As big as the Budweiser deal was, it won’t look as great if the league doesn’t bring in more major sponsors. Asked if there are more deals coming, Duffy gave a less-than-precise answer.
“There has been a lot of outreach that’s happened over the last few weeks, and we feel confident and strong in those opportunities,” she said. “We’re in a good position to be able to engage with more partners in a way that the league hasn’t done previously.”
Expansion and facilities
No single word gets American soccer fans’ hearts racing faster than expansion, and there’s a lot of racing in the NWSL right now.
Rumors of potential new markets were flying before the World Cup, and have only grown stronger since then. Three MLS teams are reportedly thinking about it: Los Angeles FC (part-owned by Mia Hamm), Atlanta United (with its big money and big fan base) and FC Cincinnati (whose fans include city native Rose Lavelle). There’s also a group led by U.S. legend Kristine Lilly that aims to bring a team to the Hartford, Conn., area.
Paulson has played a big role in past NWSL expansion efforts, and continues to lead the way.
“We’ve had three prospective ownership groups at three different Portland Thorns games this year, and they’ve visited Salt Lake and [were] talking to North Carolina as well,” he said. “We’re very well-versed in the pitch, and we’re not trying to paint an overly rosy picture either. Our goal is to not just get people to commit to the league, but have people commit and be able to succeed.”
Of course, Paulson was asked to name the three cities. He politely declined, though he did acknowledge that he has seen candidates from cities in MLS and the men’s second-division USL.
“I think it puts too much pressure on a club to get their name out there in the media,” he said. “There’s been some speculation about certain markets that are interested, and some of it’s right and some of it’s not. There’s two markets in particular that I think would be Portland-esque in the type of support and relevance they could potentially have.”
Duffy also declined to name the cities, but said they “include for expansion during the 2020 season and as far out as the 2022 season.”
There are no signs that Philadelphia is one of them. Yet Duffy dropped a surprising hint about her view of this city’s potential.
“From a stadium, market size and potential ownership opportunity, I think there are possibilities there,” she said.
Any discussion of NWSL infrastructure must also include the weakest links in the chain — and that means New Jersey-based Sky Blue FC.
Sky Blue will likely be forced to leave its longtime home, Rutgers’ Yurcak Field, after this year because of its lack of amenities.
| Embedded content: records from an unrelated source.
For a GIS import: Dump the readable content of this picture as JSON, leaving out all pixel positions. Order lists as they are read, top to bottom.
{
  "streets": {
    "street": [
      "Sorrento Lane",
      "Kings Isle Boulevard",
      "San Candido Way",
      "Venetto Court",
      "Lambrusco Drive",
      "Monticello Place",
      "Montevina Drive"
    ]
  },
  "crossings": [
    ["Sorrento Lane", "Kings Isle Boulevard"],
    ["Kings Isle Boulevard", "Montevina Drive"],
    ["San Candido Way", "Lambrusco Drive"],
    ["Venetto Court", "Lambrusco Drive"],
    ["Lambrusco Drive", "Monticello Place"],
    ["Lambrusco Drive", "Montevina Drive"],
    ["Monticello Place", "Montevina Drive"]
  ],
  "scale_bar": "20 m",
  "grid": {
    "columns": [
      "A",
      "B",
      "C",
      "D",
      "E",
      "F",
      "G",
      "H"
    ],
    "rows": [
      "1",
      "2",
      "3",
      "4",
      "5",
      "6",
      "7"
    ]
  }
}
LaHue has been working for a while on finding a new venue.
“My job now is to make sure that we’re providing the best possible environment we can for players moving forward, and we have to be in the best professional, world-class space we can find. The players deserve that,” LaHue said. “Rutgers has been a great partner to us through the years, but it just doesn’t have some of the amenities that other professional venues have. So we want to seek out a space that has [them].”
There’s also the matter of U.S. Soccer’s formal management agreement to oversee the NWSL ending at the close of this year. That oversight has included direct financial support estimated at $15 million since 2013, according to longtime women’s soccer news website The Equalizer.
It’s a dramatic headline, as was Sports Illustrated’s recent report that players’ agents are worried about the NWSL’s future. But Paulson isn’t.
“I expect our league to not only be in existence, but be better positioned next year,” he said. “Whether or not U.S. Soccer is the manager of the league, it’s critical to our success that they continue to be a financial partner and investor. I don’t see the league continuing to stabilize and grow if that’s not the case.”
On Sept. 7, Manchester City will host Manchester United at the 55,097-seat Etihad Stadium. The next day, Chelsea will host Tottenham Hotspur at Stamford Bridge in fashionable West London.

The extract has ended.